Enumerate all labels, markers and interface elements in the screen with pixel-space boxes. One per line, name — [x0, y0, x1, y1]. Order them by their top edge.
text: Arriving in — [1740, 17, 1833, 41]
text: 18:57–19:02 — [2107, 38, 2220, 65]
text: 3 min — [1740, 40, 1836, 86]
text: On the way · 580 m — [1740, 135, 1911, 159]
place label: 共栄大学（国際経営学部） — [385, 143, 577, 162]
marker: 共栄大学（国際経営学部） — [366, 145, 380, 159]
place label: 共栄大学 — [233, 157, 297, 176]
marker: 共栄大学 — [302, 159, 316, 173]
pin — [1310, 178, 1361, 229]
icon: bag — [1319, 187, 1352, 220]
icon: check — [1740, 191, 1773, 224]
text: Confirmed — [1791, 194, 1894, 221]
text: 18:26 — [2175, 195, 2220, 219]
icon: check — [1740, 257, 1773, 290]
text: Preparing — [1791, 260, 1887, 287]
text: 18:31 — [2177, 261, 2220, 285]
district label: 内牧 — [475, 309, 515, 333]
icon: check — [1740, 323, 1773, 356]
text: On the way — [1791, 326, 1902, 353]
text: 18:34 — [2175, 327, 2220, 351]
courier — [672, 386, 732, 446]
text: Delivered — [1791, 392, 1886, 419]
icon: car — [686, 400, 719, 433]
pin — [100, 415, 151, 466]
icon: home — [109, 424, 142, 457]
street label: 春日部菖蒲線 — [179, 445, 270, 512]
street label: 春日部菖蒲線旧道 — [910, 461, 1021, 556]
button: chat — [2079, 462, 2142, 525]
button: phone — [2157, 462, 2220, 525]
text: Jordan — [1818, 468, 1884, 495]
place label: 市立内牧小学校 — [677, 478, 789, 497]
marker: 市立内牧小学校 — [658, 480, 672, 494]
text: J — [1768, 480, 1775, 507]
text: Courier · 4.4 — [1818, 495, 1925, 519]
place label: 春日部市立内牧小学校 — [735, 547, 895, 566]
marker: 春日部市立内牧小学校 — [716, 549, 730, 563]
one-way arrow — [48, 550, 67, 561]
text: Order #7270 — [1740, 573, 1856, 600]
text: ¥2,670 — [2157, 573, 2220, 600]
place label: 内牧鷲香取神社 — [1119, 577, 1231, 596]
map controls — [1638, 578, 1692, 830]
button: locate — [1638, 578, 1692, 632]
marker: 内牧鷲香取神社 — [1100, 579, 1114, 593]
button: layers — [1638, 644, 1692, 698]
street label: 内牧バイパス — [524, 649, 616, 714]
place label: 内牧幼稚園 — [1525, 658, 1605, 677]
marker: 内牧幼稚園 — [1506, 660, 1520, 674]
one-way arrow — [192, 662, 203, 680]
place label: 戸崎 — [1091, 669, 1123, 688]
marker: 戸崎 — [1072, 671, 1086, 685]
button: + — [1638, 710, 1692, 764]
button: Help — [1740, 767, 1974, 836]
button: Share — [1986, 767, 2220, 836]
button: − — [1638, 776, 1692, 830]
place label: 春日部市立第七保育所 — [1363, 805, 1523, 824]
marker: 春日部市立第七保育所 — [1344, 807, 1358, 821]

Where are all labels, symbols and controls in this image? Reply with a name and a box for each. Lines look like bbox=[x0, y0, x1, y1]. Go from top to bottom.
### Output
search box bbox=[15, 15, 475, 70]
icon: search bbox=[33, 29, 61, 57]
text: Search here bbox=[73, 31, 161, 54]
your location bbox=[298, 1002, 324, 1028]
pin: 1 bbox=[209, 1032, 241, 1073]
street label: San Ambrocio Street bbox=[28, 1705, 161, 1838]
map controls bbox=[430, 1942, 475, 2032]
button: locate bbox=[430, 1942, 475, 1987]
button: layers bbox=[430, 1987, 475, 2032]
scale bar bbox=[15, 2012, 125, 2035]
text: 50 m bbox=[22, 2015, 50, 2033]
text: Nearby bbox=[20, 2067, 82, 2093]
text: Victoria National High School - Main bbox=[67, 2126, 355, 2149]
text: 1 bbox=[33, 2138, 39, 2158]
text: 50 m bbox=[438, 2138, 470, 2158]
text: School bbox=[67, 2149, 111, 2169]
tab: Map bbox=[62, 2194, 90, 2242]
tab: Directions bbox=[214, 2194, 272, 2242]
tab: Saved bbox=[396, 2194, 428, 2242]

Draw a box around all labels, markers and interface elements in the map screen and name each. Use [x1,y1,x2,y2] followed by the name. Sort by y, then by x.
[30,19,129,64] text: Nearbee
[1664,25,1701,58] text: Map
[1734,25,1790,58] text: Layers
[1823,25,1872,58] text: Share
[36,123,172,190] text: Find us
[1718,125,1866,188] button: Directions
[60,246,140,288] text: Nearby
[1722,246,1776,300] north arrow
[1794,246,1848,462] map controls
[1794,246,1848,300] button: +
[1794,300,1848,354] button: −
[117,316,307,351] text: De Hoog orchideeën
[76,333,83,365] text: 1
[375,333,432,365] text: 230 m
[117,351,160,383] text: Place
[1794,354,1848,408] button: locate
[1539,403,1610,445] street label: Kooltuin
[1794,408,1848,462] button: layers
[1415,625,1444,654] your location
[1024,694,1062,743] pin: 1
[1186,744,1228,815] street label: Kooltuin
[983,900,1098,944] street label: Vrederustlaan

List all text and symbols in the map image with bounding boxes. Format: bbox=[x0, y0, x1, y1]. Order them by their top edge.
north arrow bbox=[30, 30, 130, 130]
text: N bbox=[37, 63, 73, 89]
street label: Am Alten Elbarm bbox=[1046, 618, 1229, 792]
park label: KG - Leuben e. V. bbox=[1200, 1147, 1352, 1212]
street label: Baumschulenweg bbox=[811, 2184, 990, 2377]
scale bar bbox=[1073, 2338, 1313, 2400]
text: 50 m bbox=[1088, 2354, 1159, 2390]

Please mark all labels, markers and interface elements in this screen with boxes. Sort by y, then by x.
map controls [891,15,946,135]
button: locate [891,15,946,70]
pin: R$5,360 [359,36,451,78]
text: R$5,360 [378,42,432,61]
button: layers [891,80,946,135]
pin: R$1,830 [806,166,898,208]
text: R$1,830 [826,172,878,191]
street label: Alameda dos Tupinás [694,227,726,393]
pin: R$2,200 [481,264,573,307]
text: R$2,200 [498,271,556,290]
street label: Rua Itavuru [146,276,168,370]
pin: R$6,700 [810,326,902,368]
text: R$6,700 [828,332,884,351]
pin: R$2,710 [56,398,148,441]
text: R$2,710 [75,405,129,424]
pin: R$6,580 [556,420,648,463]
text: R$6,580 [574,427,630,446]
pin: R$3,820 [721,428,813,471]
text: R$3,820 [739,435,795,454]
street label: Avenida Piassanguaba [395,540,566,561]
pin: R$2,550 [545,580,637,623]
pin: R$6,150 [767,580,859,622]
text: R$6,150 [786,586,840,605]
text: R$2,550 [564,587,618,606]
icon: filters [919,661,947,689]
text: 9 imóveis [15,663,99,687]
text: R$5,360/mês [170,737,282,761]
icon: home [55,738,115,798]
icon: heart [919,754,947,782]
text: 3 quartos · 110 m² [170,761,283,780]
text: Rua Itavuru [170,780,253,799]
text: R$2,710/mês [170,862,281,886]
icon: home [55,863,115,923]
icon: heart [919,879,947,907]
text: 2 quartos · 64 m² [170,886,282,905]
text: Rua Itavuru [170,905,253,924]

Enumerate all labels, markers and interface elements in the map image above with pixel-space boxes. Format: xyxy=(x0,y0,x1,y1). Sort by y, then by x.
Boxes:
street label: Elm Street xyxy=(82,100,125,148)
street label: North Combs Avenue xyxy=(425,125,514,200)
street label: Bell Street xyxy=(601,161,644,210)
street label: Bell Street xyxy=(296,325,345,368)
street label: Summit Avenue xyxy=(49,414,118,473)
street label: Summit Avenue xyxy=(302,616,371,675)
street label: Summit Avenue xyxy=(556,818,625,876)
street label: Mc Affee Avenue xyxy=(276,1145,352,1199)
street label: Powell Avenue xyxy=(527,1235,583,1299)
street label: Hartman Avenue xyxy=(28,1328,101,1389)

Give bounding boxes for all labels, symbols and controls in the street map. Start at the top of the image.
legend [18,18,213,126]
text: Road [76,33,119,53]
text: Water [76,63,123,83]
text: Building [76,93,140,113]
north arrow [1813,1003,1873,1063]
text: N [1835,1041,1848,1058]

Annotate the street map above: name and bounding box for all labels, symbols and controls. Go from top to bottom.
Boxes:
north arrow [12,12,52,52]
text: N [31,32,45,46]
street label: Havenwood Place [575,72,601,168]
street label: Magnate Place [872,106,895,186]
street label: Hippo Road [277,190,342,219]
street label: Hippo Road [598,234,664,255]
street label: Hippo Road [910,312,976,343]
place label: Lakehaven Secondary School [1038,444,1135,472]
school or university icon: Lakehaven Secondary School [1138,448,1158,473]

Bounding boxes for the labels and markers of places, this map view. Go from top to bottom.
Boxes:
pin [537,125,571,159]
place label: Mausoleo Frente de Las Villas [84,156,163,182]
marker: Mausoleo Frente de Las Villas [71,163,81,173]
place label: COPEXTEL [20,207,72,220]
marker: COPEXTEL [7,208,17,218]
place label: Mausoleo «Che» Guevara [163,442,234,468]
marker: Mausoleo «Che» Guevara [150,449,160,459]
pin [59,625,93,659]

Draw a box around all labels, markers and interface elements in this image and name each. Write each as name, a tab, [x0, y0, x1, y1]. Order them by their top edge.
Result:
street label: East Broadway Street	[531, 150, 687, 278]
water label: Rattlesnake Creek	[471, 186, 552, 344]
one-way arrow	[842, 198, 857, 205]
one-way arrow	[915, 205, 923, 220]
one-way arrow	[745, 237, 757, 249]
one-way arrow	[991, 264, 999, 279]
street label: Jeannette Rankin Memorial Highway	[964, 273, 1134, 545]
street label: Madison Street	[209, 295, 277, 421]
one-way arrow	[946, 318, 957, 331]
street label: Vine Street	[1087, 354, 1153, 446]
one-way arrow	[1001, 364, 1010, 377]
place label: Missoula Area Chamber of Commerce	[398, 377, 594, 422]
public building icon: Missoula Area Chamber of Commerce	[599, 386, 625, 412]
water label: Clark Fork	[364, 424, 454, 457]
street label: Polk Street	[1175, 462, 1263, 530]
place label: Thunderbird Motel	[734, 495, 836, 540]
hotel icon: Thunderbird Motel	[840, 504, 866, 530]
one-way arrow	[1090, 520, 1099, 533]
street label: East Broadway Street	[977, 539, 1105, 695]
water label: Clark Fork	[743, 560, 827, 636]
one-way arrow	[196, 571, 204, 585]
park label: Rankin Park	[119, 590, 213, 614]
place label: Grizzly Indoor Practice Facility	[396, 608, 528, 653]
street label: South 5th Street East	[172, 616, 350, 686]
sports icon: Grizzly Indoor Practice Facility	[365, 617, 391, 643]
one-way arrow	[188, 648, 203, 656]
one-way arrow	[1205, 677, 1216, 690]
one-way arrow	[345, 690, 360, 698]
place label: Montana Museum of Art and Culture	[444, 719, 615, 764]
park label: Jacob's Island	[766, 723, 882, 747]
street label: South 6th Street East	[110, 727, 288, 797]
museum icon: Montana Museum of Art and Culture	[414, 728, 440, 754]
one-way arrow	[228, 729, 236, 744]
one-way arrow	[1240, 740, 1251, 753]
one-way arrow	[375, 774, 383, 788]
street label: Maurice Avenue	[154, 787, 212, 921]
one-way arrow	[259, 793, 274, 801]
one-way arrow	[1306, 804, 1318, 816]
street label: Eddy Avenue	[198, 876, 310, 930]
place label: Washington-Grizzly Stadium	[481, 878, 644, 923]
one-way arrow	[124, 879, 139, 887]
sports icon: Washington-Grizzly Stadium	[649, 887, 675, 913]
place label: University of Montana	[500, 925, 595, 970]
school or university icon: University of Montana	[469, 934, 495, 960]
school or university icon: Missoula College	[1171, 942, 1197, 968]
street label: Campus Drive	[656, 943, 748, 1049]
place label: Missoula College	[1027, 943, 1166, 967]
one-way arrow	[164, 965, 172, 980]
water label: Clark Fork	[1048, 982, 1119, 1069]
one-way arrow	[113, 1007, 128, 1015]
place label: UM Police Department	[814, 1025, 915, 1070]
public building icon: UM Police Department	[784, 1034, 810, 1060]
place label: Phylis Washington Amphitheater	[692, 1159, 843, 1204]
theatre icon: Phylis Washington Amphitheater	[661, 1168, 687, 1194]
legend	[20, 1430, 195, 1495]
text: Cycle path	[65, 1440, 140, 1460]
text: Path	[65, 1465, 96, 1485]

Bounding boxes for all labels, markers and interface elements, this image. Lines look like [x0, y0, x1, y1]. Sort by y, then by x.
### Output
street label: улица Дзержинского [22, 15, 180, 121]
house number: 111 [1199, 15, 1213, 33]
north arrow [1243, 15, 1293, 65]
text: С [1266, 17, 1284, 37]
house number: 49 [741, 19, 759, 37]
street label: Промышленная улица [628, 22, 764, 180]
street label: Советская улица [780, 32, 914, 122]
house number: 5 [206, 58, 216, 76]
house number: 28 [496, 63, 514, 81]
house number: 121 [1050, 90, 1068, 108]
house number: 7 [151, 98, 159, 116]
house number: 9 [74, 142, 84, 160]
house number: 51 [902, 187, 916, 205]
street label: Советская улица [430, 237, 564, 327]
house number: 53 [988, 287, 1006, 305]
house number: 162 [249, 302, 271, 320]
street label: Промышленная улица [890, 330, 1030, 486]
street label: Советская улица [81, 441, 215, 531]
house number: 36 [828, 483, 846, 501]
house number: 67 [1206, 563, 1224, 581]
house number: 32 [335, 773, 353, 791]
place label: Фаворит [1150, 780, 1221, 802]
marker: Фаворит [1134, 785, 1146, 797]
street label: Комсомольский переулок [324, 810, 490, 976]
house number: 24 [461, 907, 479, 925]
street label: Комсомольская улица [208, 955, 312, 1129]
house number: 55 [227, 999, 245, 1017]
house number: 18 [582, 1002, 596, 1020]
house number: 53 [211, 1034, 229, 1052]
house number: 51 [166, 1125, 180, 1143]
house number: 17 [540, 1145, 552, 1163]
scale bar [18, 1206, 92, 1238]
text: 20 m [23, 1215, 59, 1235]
* * *
YOUR GOAL:
Each line of the entries above that has the word "park" is to be copied.

RESULT BELOW:
park label: KG - Leuben e. V. bbox=[1200, 1147, 1352, 1212]
park label: Rankin Park	[119, 590, 213, 614]
park label: Jacob's Island	[766, 723, 882, 747]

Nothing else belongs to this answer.